Le « monument à l’Humanité » dominant Kars, avant démolition

Le 8 janvier dernier, en visite pré-électorale dans la ville de Kars (nord-est, une ville disputée s’il en est depuis deux siècles), le premier ministre turc Recep Tayyip Erdoğan qualifie à plusieurs reprises de « monstruosité esthétique » une grande statue en cours d’érection sur une colline, et demande sa démolition. Or, ce monument entend célébrer l’amitié entre la Turquie et l’Arménie, ou la réconciliation des Arméniens et des Turcs. La démolition, qui a commencé le 26 avril, a ouvert une polémique nationale, et des articles critiques dans la presse internationale. Ce sont principalement des considérations de politique intérieure qui ont incité le premier ministre à une telle initiative: à la veille des législatives du 12 juin 2011, il s’agit de capter à droite des voix islamistes et ultra-nationalistes.

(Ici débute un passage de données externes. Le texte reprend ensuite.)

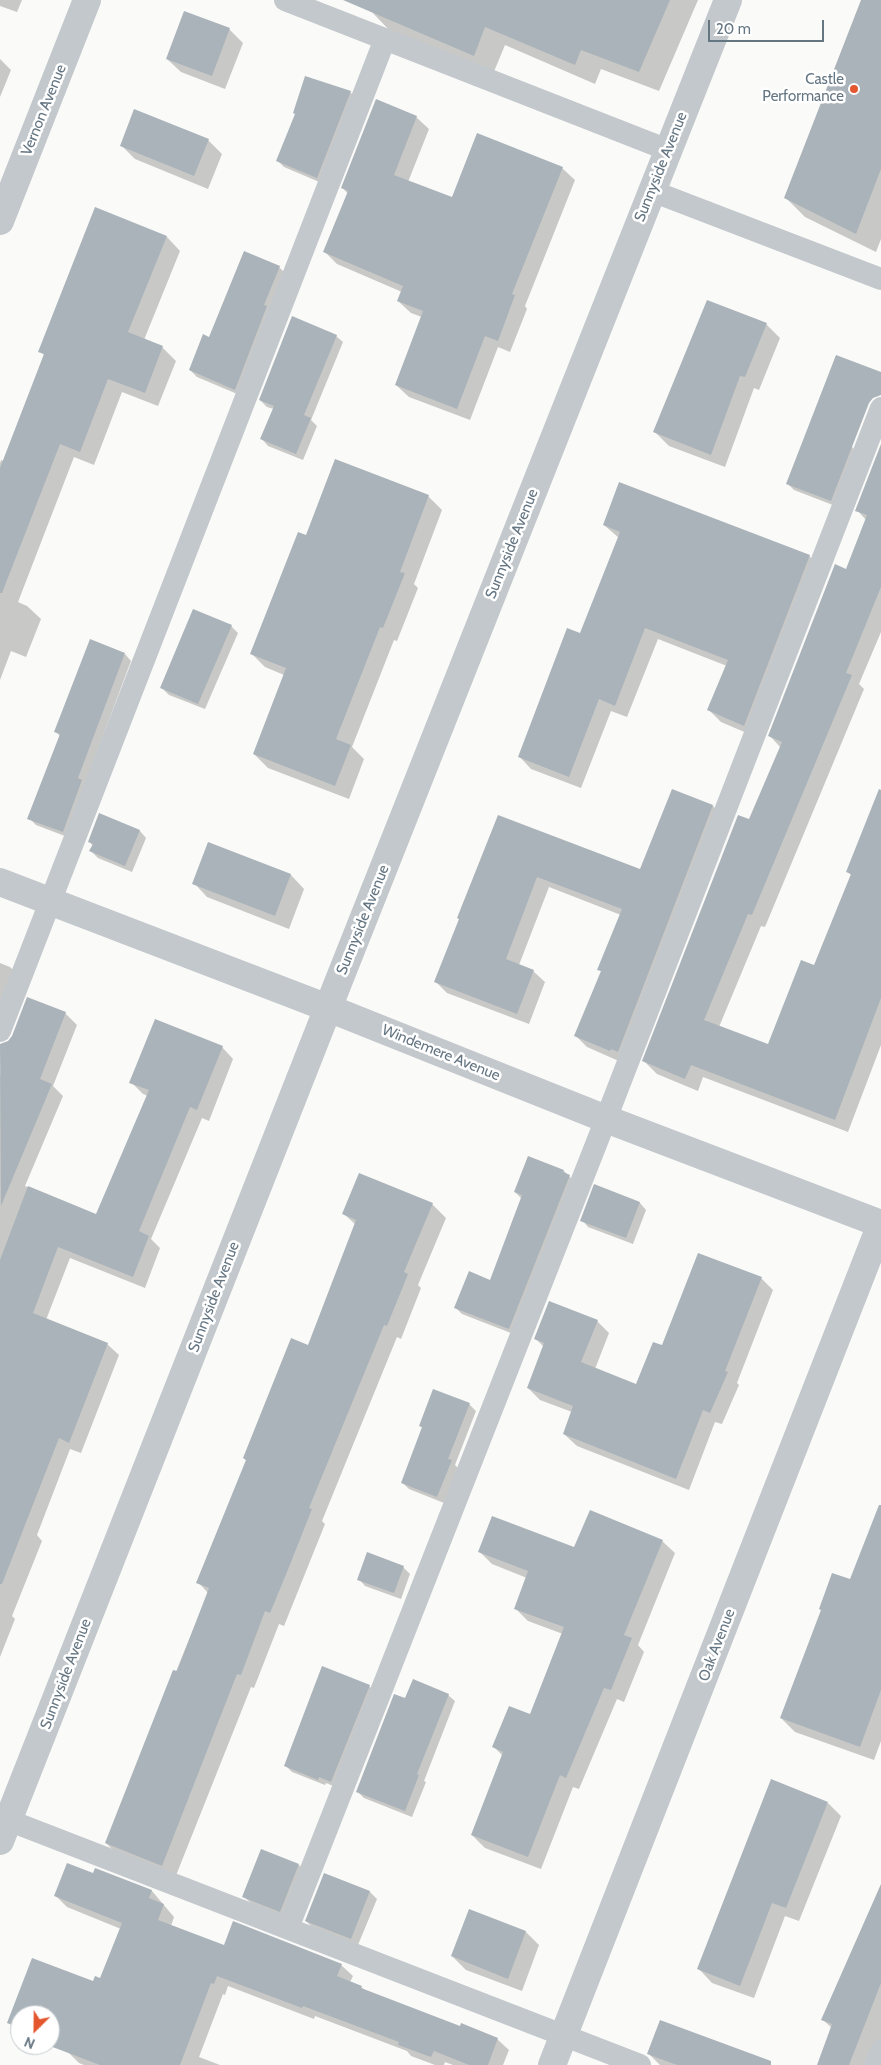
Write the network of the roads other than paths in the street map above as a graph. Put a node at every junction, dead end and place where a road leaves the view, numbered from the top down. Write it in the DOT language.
graph roads {
  1 [pos="87,0"];
  2 [pos="285,0"];
  3 [pos="728,0"];
  4 [pos="385,39"];
  5 [pos="668,150"];
  6 [pos="652,191"];
  7 [pos="0,221"];
  8 [pos="881,279"];
  9 [pos="881,408"];
  10 [pos="0,882"];
  11 [pos="50,902"];
  12 [pos="328,1008"];
  13 [pos="0,1031"];
  14 [pos="606,1119"];
  15 [pos="881,1224"];
  16 [pos="3,1826"];
  17 [pos="288,1928"];
  18 [pos="564,2035"];
  19 [pos="881,2050"];
  20 [pos="552,2065"];
  21 [pos="640,2065"];
  22 [pos="875,2065"];
  1 -- 7 [label="street, Vernon Avenue"];
  2 -- 4 [label="lane"];
  3 -- 5 [label="street, Sunnyside Avenue"];
  4 -- 5 [label="lane"];
  4 -- 11 [label="lane"];
  5 -- 6 [label="street, Sunnyside Avenue"];
  6 -- 8 [label="lane"];
  6 -- 12 [label="street, Sunnyside Avenue"];
  9 -- 14 [label="lane"];
  10 -- 11 [label="street, Windemere Avenue"];
  11 -- 12 [label="street, Windemere Avenue"];
  11 -- 13 [label="lane"];
  12 -- 14 [label="street, Windemere Avenue"];
  12 -- 16 [label="street, Sunnyside Avenue"];
  14 -- 15 [label="street, Windemere Avenue"];
  14 -- 17 [label="lane"];
  15 -- 18 [label="street, Oak Avenue"];
  16 -- 17 [label="lane"];
  17 -- 18 [label="lane"];
  18 -- 20 [label="street, Oak Avenue"];
  18 -- 21 [label="lane"];
  19 -- 22 [label="lane"];
}
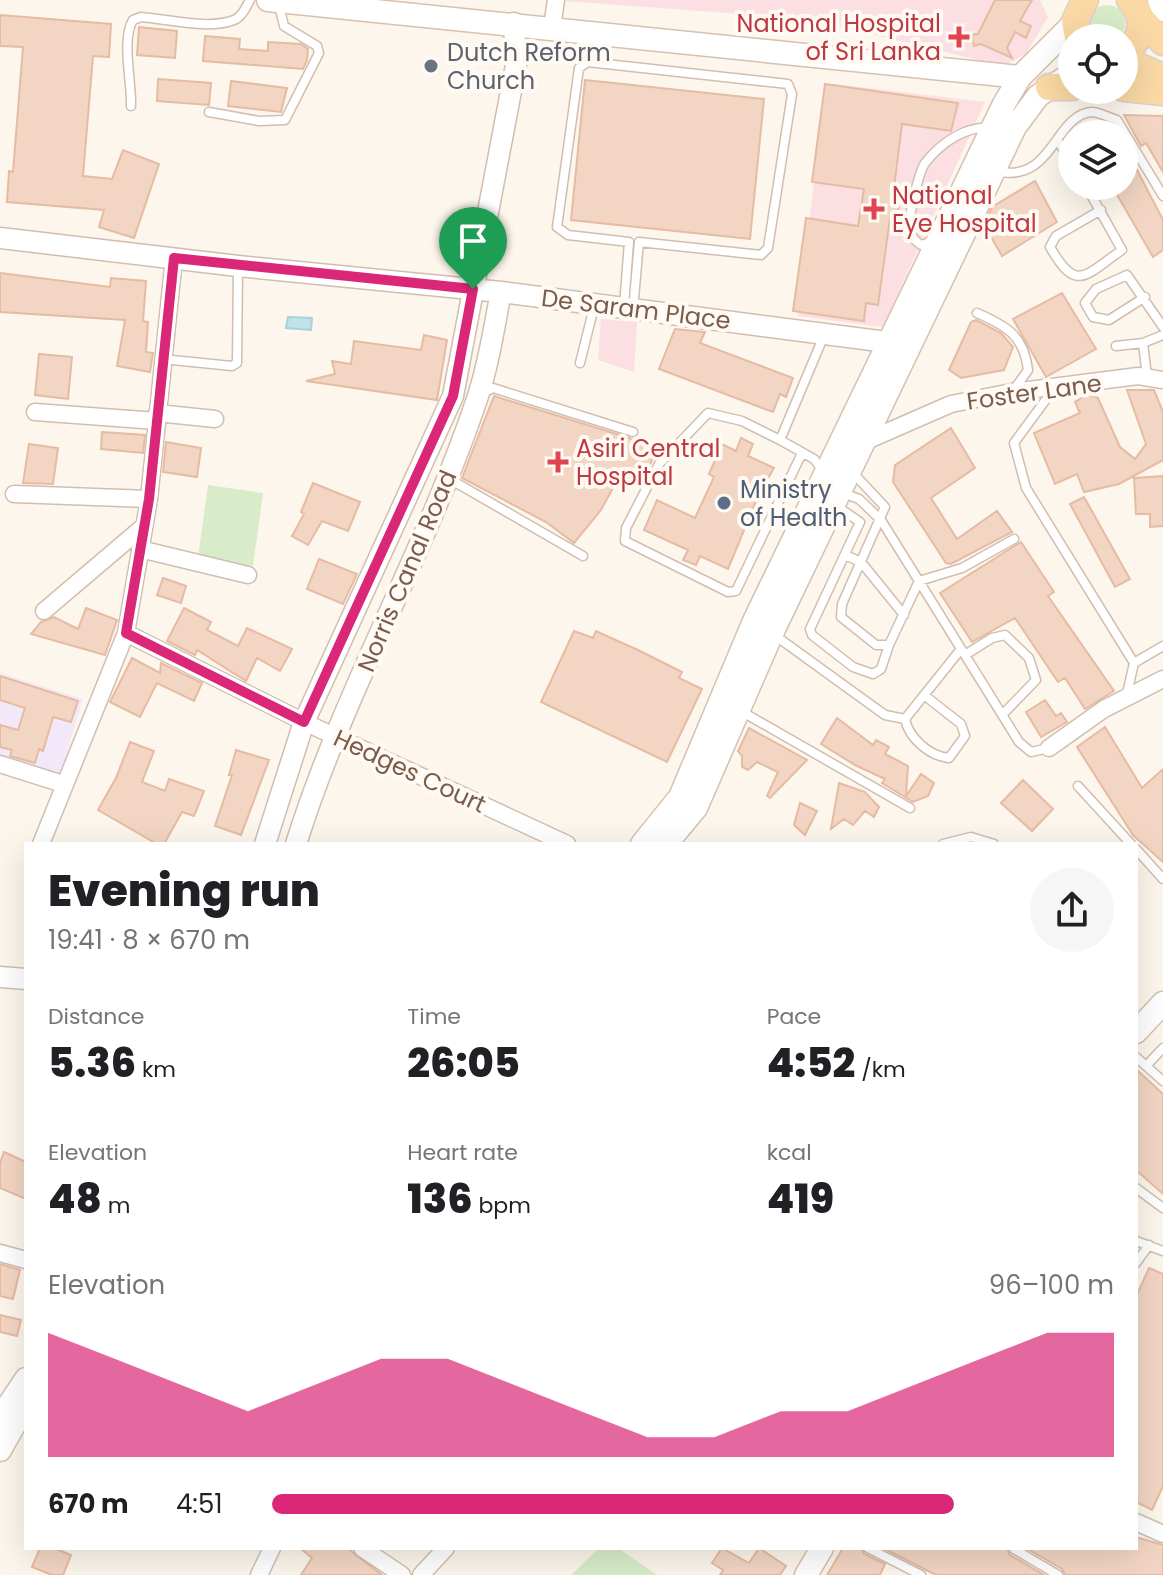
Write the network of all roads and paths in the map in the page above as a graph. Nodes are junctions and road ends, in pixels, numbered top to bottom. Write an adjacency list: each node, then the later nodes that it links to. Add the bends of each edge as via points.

Mais l’affaire de Kars renvoie aussi au blocage du dossier des relations entre la Turquie et l’Arménie, que l’on pensait en voie d’amélioration depuis 2008-2009: le conflit du Karabagh (et donc les relations Turquie-Azerbaïdjan), et la négation étatique du génocide des Arméniens, sont en arrière-plan de l’affaire. En tous cas, la violence symbolique de cette démolition est malvenue: elle a amené à des comparaisons avec le dynamitage des Bouddhas de Bâmiyân par les talibans afghans en 2001; et à l’épisode plus récent (le 18 mars dernier), de la démolition du monument de la Perle à Manama, à l’occasion de la répression du mouvement démocratique au Bahreïn. Kars est donc un mauvais signal , qui s’ajoute à plusieurs autres….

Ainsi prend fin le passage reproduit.